Select Committee on Northern Ireland Affairs Minutes of Evidence

Examination of Witnesses (Questions 260 - 265)



  260.  I have no difficulty in following the mathematics, but I think it would be helpful, if you actually have got something; we can do this after the session?
  (Mrs Trewsdale)  Yes. I can let you have them, yes.

  261.  Alright; that is very good. One prefatory question to my next one, which does go back to higher education; is there good data on differential unemployment between the two sides of the community among graduates?
  (Mrs Trewsdale)  Graduates?

  262.  I will give an explicit example, where I did not, in fact, hitherto ask for the information. When the Home Office gave three places to the Passport Office in Belfast, because it was the most efficient Passport Office in the country, there were 1,200 applications satisfying the normal Home Office condition that you had to have two O levels. Because there were so many applicants for the three places, the screening was switched to two A levels, and there were still 400 applicants who had two A levels who were seeking the three places in the Passport Office.

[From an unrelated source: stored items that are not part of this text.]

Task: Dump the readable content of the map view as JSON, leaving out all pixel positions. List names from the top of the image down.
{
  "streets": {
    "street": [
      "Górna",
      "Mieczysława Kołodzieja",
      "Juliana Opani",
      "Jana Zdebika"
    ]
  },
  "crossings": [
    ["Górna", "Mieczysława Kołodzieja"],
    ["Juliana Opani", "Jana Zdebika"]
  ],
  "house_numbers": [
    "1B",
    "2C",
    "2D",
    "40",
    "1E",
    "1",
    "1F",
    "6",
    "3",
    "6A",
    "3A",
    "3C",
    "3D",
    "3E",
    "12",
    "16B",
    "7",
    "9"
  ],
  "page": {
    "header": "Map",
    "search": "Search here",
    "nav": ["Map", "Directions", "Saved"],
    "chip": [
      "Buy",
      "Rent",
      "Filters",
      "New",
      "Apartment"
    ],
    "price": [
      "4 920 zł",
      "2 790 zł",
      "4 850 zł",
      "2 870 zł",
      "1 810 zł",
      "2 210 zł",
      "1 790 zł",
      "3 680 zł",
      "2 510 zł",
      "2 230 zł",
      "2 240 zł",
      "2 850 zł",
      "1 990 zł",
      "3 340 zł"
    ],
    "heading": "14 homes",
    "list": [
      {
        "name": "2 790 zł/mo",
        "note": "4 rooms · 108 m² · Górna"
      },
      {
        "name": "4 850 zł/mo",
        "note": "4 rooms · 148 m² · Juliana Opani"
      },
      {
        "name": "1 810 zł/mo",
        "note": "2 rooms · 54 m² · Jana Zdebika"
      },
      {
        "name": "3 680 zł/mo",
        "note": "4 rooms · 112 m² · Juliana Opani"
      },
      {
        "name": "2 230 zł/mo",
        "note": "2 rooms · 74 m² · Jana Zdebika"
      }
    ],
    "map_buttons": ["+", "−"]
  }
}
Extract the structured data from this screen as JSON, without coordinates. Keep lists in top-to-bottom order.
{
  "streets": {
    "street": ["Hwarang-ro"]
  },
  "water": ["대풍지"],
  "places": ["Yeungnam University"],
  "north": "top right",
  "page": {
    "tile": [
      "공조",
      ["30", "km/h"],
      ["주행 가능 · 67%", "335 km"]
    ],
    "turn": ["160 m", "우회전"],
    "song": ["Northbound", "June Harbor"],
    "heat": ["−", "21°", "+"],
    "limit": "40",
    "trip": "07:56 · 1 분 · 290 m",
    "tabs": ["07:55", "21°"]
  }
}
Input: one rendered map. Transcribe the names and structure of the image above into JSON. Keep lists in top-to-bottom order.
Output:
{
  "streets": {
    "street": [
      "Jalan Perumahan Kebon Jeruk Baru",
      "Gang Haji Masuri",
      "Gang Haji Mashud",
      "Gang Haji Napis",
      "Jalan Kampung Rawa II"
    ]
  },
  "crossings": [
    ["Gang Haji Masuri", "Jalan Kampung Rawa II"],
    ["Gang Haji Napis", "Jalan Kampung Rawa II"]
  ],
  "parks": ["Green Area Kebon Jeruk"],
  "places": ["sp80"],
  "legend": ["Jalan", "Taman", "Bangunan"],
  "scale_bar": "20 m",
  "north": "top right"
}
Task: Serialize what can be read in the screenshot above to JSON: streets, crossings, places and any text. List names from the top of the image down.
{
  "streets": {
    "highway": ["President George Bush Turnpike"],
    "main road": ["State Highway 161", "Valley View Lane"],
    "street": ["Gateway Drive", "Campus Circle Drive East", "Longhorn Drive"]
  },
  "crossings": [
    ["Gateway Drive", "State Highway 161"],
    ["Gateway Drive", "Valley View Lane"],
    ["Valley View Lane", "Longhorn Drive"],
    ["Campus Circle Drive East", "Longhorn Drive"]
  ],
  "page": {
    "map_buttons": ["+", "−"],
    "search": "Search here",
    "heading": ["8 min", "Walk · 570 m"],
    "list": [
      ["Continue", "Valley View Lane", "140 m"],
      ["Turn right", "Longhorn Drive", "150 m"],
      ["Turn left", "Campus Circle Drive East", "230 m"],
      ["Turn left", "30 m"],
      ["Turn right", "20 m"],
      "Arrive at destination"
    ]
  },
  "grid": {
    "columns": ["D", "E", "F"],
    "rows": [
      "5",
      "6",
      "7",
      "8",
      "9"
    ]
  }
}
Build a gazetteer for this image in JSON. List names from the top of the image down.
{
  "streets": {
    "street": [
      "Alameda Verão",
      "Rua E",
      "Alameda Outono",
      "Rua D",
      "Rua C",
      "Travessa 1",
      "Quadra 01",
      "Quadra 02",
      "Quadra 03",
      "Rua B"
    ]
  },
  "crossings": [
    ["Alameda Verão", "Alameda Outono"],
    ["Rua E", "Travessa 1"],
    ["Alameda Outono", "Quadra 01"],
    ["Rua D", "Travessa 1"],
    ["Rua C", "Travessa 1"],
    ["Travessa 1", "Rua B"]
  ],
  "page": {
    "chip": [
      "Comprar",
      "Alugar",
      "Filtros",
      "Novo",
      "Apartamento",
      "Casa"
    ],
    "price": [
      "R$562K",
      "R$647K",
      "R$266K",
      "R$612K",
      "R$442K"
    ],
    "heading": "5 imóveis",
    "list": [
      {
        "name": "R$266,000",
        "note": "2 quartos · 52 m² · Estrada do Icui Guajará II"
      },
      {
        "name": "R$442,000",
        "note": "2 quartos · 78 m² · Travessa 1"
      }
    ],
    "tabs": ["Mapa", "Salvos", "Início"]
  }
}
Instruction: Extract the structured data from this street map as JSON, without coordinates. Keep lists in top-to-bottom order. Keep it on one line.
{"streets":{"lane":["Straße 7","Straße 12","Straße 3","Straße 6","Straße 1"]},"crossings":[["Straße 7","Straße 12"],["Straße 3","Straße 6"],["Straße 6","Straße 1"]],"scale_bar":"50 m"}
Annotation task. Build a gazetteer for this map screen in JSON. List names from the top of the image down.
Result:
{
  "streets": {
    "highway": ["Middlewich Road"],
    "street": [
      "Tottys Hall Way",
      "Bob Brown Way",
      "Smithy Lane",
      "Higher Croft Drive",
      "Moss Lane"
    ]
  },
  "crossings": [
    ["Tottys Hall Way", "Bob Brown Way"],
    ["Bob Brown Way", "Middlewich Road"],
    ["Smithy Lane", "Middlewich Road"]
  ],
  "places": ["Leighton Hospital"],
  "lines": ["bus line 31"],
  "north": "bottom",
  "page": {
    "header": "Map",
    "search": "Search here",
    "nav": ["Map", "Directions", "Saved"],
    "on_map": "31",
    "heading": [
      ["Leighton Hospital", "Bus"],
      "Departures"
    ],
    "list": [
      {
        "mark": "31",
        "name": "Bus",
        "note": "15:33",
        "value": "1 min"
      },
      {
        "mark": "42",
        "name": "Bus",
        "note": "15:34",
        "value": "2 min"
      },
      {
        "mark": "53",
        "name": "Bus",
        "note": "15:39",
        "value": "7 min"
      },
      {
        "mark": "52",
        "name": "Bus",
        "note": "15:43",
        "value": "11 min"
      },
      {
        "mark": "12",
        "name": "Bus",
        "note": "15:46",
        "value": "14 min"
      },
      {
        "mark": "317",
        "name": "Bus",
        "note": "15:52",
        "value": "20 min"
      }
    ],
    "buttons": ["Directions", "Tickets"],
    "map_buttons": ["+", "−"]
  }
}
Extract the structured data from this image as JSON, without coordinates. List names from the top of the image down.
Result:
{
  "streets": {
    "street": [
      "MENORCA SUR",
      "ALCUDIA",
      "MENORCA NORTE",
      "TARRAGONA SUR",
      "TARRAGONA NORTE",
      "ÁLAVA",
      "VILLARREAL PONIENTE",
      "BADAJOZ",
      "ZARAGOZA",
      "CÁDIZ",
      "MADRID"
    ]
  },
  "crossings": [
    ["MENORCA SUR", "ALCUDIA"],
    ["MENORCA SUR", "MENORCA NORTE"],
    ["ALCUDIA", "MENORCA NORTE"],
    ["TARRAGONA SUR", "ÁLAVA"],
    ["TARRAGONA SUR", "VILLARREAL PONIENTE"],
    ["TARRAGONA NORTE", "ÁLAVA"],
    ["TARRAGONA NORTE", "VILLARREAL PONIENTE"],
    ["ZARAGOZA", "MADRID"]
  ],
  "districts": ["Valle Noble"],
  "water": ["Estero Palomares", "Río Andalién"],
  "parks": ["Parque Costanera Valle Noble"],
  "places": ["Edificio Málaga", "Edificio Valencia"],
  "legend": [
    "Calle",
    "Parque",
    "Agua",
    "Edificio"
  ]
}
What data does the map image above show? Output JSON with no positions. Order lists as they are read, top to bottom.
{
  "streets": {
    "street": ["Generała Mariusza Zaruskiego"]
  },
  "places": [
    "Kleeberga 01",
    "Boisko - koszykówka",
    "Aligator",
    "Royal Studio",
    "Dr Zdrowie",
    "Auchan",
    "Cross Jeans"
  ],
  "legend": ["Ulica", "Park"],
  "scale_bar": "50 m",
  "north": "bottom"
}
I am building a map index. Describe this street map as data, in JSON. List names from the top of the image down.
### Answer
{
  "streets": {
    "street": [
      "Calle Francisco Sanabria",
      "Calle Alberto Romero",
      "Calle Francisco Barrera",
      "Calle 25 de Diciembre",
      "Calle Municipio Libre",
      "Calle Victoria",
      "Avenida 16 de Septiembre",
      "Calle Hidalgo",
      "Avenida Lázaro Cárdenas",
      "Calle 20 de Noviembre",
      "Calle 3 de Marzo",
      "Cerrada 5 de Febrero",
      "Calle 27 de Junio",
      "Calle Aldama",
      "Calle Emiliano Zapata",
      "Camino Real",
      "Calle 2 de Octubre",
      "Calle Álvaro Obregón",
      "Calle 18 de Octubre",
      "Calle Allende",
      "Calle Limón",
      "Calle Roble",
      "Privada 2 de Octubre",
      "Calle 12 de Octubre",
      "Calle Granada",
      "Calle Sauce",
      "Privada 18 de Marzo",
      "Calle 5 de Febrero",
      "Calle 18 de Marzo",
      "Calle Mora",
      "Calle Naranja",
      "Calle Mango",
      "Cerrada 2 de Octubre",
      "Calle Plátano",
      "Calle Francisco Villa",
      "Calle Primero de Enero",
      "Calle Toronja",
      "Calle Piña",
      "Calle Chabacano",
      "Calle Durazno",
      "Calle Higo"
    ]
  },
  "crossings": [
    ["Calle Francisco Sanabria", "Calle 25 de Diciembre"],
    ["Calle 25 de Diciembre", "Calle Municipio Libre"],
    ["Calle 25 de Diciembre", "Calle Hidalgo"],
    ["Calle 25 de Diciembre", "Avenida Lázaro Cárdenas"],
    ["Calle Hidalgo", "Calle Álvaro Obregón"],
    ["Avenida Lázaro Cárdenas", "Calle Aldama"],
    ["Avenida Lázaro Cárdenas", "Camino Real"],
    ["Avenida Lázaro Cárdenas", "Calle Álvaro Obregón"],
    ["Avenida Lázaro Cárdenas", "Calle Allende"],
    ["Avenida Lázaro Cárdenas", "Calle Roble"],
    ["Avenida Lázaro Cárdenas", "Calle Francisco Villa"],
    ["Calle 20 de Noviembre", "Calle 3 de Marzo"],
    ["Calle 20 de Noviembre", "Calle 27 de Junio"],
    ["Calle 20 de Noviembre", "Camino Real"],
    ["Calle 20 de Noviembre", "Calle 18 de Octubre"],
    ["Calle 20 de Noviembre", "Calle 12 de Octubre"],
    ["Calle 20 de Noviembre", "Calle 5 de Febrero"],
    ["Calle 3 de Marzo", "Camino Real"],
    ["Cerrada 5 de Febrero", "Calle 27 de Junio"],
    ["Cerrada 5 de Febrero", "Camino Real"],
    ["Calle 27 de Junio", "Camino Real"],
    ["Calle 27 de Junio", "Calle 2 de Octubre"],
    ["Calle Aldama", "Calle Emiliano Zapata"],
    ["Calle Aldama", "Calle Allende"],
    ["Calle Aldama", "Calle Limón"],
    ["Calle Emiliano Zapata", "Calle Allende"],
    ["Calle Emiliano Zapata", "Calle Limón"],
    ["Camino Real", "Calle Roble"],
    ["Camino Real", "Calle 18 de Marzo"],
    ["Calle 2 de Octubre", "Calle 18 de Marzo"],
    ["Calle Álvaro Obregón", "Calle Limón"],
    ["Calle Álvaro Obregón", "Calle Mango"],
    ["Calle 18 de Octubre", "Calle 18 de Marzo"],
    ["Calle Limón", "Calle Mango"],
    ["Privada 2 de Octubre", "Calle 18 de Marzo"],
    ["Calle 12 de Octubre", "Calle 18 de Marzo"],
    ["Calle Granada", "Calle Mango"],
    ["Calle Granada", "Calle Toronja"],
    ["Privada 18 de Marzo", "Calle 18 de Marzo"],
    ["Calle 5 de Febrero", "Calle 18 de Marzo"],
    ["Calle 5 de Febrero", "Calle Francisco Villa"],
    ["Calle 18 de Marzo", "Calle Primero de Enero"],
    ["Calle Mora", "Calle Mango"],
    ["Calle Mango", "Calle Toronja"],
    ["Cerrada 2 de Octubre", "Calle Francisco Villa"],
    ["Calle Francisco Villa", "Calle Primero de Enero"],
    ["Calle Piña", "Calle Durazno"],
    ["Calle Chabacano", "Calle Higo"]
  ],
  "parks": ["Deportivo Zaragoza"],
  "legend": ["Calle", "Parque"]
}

Now, I agree that A levels are not higher education, but, nevertheless, if you have got that degree of interest, with that degree of educational qualification, in jobs in the Passport Office, and I am not in the least surprised that Belfast has the most efficient Passport Office in the country, is there any differential information on those seeking work with that degree of qualification?
  (Mrs Trewsdale)  The data from the Labour Force Survey, certainly, would give you the qualifications of those who, of course—now, this is not necessarily the claimant count, this is people who classify themselves as unemployed, but, of course, they do do it under the ILO definition; now that would tend to be degree equivalent or above. Now, in terms of religion though, there I think you may have a religious breakdown; now the Labour Force Survey does now include religion, but I am not sure, I have not actually seen, I do not think—could we check up on that?

  263.  Yes, alright.
  (Mrs Trewsdale)  Because I know definitely they do do the unemployed by qualification, and, therefore, it would be a case of whether they did it, sub-divided it, by religion. The census, of course, again, we come back to the Census of Population, unfortunately, it is only every ten years, but, again, that would be a source of information for you.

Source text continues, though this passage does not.